WHAT THE EXERCISE ASKS –
Below is a set of records; reproduce them exactly without their pictures.

Collected data entries

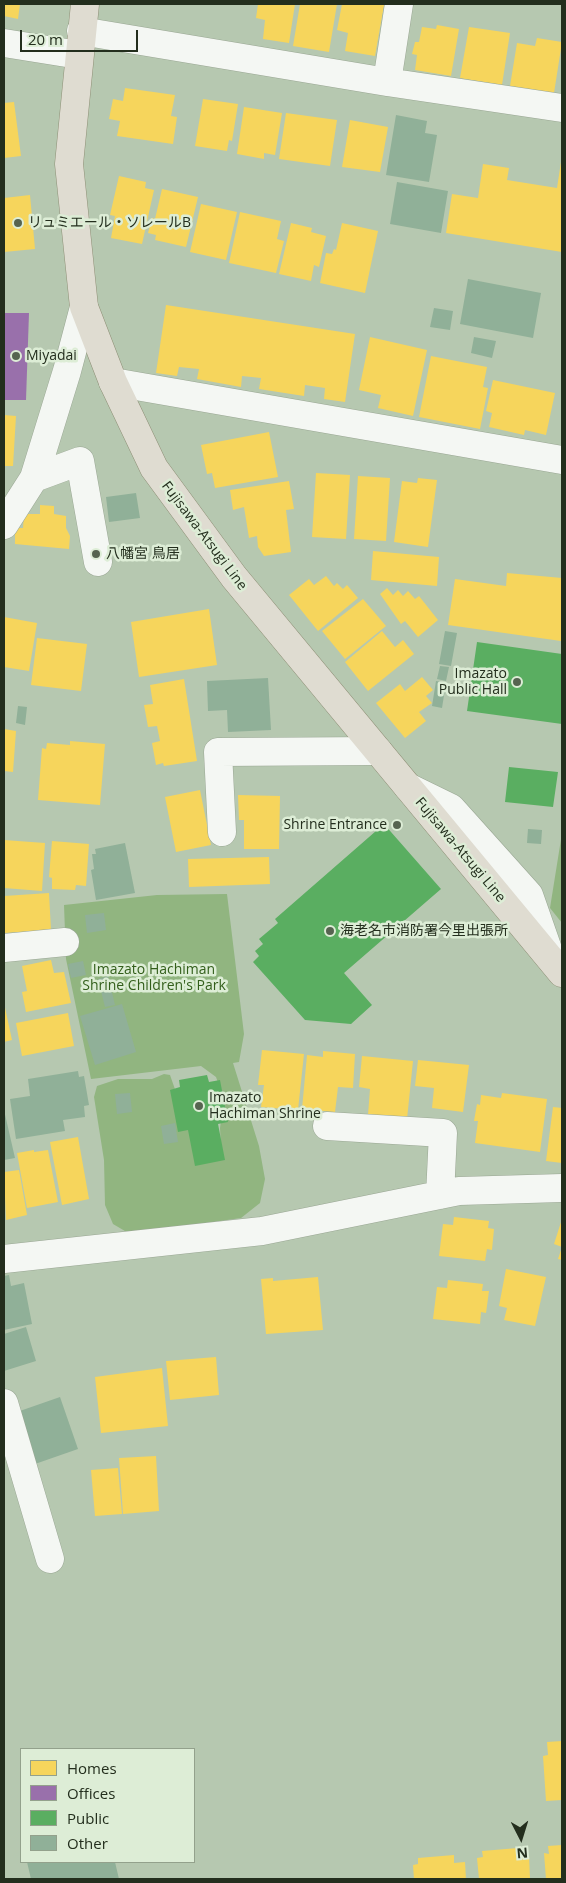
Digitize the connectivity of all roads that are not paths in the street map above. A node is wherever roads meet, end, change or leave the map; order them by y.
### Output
1 (85, 4) edge
2 (399, 4) edge
3 (4, 43) edge
4 (80, 43) junction
5 (387, 82) junction
6 (562, 108) edge
7 (84, 307) junction
8 (113, 382) junction
9 (562, 460) edge
10 (34, 478) junction
11 (4, 525) edge
12 (98, 562) dead end
13 (378, 751) junction
14 (222, 832) dead end
15 (65, 942) dead end
16 (4, 948) edge
17 (557, 967) edge
18 (327, 1126) dead end
19 (562, 1188) edge
20 (440, 1195) junction
21 (4, 1259) edge
22 (4, 1404) edge
23 (50, 1558) dead end

1 - 4 main road, Fujisawa-Atsugi Line
2 - 5 street
3 - 4 street
4 - 5 street
4 - 7 main road, Fujisawa-Atsugi Line
5 - 6 street
7 - 8 main road, Fujisawa-Atsugi Line
7 - 10 street
8 - 9 street
8 - 13 main road, Fujisawa-Atsugi Line
10 - 11 street
10 - 12 street
13 - 14 street
13 - 17 main road, Fujisawa-Atsugi Line
15 - 16 street
18 - 20 street
19 - 20 street
20 - 21 street
22 - 23 street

ANSWER FOR THE TASK –
Digitize the connectivity of all roads that are not paths in the street map above. A node is wherever roads meet, end, change or leave the map; order them by y.
### Output
1 (85, 4) edge
2 (399, 4) edge
3 (4, 43) edge
4 (80, 43) junction
5 (387, 82) junction
6 (562, 108) edge
7 (84, 307) junction
8 (113, 382) junction
9 (562, 460) edge
10 (34, 478) junction
11 (4, 525) edge
12 (98, 562) dead end
13 (378, 751) junction
14 (222, 832) dead end
15 (65, 942) dead end
16 (4, 948) edge
17 (557, 967) edge
18 (327, 1126) dead end
19 (562, 1188) edge
20 (440, 1195) junction
21 (4, 1259) edge
22 (4, 1404) edge
23 (50, 1558) dead end

1 - 4 main road, Fujisawa-Atsugi Line
2 - 5 street
3 - 4 street
4 - 5 street
4 - 7 main road, Fujisawa-Atsugi Line
5 - 6 street
7 - 8 main road, Fujisawa-Atsugi Line
7 - 10 street
8 - 9 street
8 - 13 main road, Fujisawa-Atsugi Line
10 - 11 street
10 - 12 street
13 - 14 street
13 - 17 main road, Fujisawa-Atsugi Line
15 - 16 street
18 - 20 street
19 - 20 street
20 - 21 street
22 - 23 street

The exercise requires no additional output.